④その他国及び自治体が定める適正化指針に照らして適切なのもの

自治体の積極的な関与を促す

適正化推進計画を作成する自治体は、現在一部の自治体が実施する「管理状況の届け出」など、管理状況を把握するための施策を設ける必要が出てきます。

 

また法案では、管理組合に対して助言、指導、勧告できる仕組みも盛り込まれています。

 

管理組合が作成する「管理計画」は5年毎の更新制度。計画に変更があった場合はその都度自治体に届け出る。認定・更新時には計画内容の調査を実施できることとしています。

 

計画に基づいた管理を行っていないと認めるときは、管理組合管理者に改善を命令できるようになっています。

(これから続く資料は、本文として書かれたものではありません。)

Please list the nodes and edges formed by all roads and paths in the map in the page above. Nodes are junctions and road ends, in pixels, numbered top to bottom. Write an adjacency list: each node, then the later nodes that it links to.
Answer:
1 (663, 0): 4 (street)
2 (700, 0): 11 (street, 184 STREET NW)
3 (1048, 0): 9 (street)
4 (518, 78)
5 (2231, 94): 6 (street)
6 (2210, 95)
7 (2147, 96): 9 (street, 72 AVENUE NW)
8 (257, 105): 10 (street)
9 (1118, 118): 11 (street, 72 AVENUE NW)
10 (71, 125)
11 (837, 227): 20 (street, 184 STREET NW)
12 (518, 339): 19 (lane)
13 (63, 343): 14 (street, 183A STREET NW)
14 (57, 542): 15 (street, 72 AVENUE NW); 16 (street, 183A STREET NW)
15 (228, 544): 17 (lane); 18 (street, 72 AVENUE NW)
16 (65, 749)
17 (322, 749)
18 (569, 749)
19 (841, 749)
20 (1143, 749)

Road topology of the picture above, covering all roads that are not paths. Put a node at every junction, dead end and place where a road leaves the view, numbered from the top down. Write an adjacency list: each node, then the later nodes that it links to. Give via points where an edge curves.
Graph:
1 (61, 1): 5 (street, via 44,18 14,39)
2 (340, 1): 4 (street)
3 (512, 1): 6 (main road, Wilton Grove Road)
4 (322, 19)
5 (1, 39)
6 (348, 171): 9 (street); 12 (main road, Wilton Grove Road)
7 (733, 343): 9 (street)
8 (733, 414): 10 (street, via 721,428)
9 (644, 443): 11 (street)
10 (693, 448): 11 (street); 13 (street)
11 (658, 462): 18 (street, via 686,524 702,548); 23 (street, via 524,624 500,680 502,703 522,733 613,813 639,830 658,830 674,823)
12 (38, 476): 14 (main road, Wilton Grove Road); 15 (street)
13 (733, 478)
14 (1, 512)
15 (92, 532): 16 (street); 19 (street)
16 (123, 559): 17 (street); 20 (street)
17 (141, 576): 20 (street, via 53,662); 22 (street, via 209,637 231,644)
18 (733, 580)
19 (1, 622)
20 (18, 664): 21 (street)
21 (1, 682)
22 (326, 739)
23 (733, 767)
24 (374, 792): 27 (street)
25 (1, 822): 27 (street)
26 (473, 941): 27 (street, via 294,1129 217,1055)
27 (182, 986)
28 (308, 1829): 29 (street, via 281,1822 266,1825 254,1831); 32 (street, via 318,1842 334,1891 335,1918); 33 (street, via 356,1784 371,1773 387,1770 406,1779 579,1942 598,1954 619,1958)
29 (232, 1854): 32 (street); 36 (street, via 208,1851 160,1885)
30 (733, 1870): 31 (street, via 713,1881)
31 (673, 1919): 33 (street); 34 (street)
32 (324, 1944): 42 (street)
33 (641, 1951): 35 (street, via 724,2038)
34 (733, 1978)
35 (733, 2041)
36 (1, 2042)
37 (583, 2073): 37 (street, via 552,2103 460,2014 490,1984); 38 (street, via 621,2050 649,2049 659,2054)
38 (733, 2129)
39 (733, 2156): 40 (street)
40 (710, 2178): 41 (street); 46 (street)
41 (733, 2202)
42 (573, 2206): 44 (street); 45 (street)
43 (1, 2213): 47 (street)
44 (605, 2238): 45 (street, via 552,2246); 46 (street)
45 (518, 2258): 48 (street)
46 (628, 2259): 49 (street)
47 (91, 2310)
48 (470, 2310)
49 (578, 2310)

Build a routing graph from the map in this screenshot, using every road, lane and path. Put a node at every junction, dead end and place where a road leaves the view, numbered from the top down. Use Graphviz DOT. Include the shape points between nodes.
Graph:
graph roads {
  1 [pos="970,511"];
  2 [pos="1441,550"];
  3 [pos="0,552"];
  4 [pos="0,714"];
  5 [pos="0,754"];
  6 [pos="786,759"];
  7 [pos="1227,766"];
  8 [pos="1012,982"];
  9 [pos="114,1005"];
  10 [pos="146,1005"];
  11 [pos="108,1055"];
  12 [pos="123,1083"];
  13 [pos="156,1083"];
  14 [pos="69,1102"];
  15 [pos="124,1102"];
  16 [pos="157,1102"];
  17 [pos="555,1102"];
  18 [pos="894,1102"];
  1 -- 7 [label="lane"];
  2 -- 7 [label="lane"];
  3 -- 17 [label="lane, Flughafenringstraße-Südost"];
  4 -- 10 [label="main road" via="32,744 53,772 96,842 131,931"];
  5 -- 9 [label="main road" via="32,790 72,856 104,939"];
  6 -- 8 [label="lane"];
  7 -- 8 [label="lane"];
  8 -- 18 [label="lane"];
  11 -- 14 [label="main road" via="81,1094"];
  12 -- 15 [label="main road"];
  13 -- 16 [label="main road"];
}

また、命令に違反したりした場合は、認定の取り消しや、虚偽の報告を行った管理組合には30万円以下の罰金を科すことにもなっています。

 

今後、期待するもの(減税措置、資産価値UPの仕組み)

今回の改正案では、自治体による「適正化推進計画」の作成、管理組合による「管理計画」の作成のいずれも任意のようです。自治体も管理組合も作成しなくても罰則などはありません。

 

管理組合にとって「管理計画」を作成することがインセンティブとなるような仕組みが欲しいところです。

 

例えば、認定されたマンションの固定資産税や都市計画税が安くなるとか、中古市場においてプラスの資産評価が得られる仕組みを取り入れるとか。

 

そうすれば、管理組合員の意識も高まりよりよい管理を求めるようになると思います。